I used GoogleCloud as my cloud provider. It has arguably the best support for k8s. To save on costs I decided to create a k8s cluster with only one node. This seems strange, however high uptime is not strictly required and the time to upgrade and restart a node is relatively small when GoogleCloud does its auto-updates. I experimented with 2 node setup as well. In this case, pods will be evenly distributed across all k8s nodes. A node can be drained and all pods will migrate to the remaining node, when a node is un-cordoned, they will be redistributed again.

I used a single 2 CPU/4GB node to run both Prometheus and avalanche. According to Google, each cloud account gets one k8s controller free of charge, thus such a setup would cost approximately as a single VM, which is about $30 per month.

Below are CPU and memory consumption for the whole node. After the initial synchronization, the total CPU is barely 0.25 of a single core. Memory however is creeping up, primarily due to avalanche node. It went from about 200 MB in the beginning and reached 700 MB after several days. Total memory is still well below 4 GB of the node and is about 1.5 GB. Avalanche limit is set to 1.5GB. When it reaches this number avalanchego pod can be killed, thus it likely needs to be increased to perhaps 2.5–3GB.

March 2021 update. I had to increase node size to 2 CPU/8GB node, since avalanchego node would run out of memory every few days and pods would get restarted. New memory limit for avalanchego pod is 4 GB.

Grafana Dashboards

There are 2 sets of dashboards in this project:

  1. k8s dashboards that come with Prometheus operator.
  2. Official avalanche dashboards installed from this repo.

Access to Grafana is done via port forward on port 3000. Login/password is Grafana default: admin/prom-operator. Avalanche dashboards are installed under Avalanche folder in Grafana. Below is an example of how one of them looks like.

Notifications

Avalanche dashboards come with a predefined alarms. The setup will create a Telegram notification channel and hook up the alarms to it during dashboard installation. This works well however, my Telegram is flooded with “Average Block Acceptance alerts”. This is due to Average Rejection Latency being reported too rarely as shown below. Still, this is a good test of the alerting capability of the Prometheus operator.

Alarm setup is optional and if no notification channel is created, then alarms are not configured. Creating Telegram notification channel requires creating a designated Telegram channel and getting API key from Telegram BotFather. See this section of README for more detail.

Tooling

While the whole setup is packaged as helm charts, there is still a number of manual steps that must be done. These are cluster and namespace creation and dashboard installation, which is done via Grafana API. These steps and helm chart deployment are packaged into a bash script deploy-cli.sh. It can create a cluster, install, update, delete Prometheus and Avalanche modules as well as dashboards and Telegram channel. For details see README.md in the project.
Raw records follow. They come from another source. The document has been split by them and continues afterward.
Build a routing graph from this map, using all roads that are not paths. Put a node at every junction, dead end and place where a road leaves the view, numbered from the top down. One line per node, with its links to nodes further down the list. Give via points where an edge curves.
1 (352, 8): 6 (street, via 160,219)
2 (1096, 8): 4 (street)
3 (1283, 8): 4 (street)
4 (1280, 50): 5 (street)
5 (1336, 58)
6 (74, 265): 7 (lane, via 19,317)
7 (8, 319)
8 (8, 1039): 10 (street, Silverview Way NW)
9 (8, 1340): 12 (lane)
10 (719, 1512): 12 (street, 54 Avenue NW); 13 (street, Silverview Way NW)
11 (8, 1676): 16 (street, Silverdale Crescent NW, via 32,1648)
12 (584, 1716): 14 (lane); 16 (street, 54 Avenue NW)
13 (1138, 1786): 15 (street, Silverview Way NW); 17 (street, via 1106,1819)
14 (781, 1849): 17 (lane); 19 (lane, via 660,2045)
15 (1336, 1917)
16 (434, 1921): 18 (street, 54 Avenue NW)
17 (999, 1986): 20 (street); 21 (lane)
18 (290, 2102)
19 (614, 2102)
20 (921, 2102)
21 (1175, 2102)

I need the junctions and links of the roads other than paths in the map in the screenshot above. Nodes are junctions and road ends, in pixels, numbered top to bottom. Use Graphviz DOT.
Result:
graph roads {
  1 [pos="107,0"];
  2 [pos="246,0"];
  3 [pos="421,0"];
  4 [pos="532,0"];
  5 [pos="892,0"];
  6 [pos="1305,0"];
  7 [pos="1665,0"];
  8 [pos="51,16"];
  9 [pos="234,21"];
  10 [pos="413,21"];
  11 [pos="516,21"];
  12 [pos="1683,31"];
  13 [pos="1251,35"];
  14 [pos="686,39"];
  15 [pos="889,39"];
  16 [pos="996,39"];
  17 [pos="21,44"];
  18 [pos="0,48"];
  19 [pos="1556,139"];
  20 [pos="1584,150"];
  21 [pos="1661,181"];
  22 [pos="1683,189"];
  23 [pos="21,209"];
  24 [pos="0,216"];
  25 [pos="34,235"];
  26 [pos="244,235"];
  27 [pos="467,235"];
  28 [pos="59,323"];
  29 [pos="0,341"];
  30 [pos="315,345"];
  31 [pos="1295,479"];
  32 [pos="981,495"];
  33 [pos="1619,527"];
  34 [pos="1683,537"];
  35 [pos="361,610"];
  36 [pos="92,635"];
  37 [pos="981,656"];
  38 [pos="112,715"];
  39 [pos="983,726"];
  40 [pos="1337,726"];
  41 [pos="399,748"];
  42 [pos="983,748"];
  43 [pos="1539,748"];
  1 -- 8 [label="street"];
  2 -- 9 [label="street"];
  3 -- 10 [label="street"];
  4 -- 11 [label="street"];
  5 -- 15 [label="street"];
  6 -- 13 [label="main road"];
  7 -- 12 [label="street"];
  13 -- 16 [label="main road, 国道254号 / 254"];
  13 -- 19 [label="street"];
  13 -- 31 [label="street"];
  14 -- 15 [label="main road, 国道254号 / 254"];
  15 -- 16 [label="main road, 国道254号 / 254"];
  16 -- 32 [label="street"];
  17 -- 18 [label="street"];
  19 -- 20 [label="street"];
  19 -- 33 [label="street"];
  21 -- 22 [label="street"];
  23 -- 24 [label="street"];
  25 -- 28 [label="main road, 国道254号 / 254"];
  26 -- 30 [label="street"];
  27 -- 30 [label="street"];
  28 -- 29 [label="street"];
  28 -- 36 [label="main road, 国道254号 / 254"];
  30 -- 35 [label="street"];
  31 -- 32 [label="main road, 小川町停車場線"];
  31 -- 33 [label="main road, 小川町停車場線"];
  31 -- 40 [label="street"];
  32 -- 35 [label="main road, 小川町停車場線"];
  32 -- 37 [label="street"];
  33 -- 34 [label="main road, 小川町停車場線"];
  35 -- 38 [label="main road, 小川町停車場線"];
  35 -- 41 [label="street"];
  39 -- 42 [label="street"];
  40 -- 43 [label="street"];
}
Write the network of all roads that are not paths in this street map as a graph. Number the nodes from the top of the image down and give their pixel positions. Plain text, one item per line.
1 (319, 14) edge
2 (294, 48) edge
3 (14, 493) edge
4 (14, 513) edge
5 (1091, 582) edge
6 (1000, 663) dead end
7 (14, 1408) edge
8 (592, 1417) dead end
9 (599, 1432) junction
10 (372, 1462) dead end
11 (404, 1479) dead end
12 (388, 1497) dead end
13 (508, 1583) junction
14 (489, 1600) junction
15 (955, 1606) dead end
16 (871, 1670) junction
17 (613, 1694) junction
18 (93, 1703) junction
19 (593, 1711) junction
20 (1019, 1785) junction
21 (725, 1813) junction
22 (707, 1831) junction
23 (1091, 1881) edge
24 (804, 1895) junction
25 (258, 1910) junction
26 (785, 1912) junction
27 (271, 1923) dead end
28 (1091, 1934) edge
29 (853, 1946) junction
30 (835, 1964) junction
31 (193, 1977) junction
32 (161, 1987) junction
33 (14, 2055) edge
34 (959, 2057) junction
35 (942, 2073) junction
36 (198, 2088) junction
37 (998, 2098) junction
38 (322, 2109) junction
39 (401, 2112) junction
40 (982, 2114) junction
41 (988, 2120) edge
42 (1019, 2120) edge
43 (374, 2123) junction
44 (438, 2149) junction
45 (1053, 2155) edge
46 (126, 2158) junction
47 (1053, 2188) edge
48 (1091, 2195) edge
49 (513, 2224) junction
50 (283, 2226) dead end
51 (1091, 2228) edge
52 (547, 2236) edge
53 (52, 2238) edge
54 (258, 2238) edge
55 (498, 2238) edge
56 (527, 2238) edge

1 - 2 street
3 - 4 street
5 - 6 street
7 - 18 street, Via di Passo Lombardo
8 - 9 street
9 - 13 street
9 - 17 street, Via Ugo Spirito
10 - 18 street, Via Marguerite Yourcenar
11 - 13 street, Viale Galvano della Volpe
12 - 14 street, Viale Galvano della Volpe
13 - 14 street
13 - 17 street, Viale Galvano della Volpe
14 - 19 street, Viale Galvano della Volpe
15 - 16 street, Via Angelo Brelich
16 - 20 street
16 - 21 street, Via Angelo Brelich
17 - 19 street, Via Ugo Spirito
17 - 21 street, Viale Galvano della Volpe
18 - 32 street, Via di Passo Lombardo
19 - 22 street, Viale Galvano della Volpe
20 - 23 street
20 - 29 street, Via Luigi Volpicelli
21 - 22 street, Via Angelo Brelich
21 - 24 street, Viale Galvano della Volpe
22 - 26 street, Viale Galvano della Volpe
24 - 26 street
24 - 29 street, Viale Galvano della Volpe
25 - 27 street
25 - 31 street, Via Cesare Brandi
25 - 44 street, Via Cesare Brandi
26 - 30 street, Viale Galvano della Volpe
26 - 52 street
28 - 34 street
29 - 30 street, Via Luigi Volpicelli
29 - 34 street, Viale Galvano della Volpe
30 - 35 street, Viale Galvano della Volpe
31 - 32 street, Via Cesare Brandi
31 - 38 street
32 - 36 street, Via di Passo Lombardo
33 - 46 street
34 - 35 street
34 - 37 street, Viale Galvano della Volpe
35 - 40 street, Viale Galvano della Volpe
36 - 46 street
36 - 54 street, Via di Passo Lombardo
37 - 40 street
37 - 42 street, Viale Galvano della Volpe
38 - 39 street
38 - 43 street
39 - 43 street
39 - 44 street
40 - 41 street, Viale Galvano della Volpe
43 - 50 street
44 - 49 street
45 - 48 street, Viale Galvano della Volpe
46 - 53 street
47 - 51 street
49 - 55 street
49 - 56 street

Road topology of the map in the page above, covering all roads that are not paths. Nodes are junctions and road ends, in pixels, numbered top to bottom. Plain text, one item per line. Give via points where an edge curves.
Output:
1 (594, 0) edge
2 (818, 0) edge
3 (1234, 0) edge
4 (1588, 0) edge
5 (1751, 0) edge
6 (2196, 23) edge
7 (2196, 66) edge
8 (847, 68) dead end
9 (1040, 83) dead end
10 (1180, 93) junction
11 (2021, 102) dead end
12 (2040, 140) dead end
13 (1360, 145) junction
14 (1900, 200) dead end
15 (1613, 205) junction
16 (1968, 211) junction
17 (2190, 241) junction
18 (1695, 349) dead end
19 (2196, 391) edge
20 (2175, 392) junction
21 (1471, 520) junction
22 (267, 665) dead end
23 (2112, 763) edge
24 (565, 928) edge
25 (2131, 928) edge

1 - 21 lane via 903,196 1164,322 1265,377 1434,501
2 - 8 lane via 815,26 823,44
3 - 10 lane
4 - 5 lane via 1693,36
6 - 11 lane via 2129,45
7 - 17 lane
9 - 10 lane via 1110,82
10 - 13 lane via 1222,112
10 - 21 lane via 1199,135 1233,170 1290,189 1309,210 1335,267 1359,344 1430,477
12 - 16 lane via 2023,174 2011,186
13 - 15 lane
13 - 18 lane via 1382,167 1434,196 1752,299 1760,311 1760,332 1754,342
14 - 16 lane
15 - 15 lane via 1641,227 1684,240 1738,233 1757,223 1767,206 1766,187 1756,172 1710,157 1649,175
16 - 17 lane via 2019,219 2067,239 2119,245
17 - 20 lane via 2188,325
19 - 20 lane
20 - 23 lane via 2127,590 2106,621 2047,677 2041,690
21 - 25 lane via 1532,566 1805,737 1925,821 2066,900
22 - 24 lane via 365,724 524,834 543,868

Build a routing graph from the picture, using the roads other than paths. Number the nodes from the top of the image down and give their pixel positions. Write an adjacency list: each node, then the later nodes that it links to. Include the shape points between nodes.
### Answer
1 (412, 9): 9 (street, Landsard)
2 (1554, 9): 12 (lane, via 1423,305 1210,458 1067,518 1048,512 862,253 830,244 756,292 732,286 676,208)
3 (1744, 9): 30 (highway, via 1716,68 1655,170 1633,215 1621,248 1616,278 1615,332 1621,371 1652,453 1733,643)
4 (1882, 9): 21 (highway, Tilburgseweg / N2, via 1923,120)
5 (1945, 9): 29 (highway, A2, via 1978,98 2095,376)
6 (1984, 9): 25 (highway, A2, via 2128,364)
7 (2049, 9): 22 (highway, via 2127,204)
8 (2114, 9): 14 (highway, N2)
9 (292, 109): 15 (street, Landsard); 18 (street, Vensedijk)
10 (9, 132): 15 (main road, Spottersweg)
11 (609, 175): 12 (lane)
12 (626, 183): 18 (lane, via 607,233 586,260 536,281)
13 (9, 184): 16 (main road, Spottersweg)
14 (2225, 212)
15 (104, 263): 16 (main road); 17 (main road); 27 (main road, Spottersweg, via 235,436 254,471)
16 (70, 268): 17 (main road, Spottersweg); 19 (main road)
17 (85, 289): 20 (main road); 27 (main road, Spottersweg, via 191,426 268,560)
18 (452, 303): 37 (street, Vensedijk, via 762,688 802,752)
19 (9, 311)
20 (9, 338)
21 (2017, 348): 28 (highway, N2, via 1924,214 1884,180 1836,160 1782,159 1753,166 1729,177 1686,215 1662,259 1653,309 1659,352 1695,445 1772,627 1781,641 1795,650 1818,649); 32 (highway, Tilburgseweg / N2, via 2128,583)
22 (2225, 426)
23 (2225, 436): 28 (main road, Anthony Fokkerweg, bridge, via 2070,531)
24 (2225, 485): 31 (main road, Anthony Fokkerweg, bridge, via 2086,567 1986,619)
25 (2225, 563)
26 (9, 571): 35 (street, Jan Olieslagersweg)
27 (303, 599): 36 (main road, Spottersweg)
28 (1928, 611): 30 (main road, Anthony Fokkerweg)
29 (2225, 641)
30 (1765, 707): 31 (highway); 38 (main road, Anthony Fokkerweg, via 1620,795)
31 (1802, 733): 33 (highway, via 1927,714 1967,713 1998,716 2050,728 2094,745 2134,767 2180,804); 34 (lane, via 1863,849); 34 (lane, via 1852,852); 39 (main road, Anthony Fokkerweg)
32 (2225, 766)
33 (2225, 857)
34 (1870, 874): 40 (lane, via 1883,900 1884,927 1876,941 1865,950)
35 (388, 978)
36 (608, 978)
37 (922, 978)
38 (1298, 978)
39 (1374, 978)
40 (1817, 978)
There is another tool ava-cli.sh, which connects to Avalanche node to pull its id, get its synchronization status, and extract a staking key pair.

To connect to Grafana, Prometheus, or Avalanche node I added another tool — port-forward.sh. It forwards a port from k8s onto a host, such that a user can connect to services running in k8s cluster from a laptop. The tool prints a connection string, when launched. This way it is possible to use Postman to execute commands against Avalanche node. It would be great if someone could create a Postman project with all Avalanche curls.

Installation and Upgrade

Installation steps are described in README.md and pretty straightforward. A cluster can be created either manually or using deploy-cli.sh. The setup will work on a single cluster node or a cluster with multiple nodes.

To change configuration parameters such as memory requests and limits, kube-avax-values.yaml values file needs to be edited. There is a similar file for Prometheus operator — k8-prom-values.yaml. To re-apply these values to already running node, use deploy-cli.sh with update parameter.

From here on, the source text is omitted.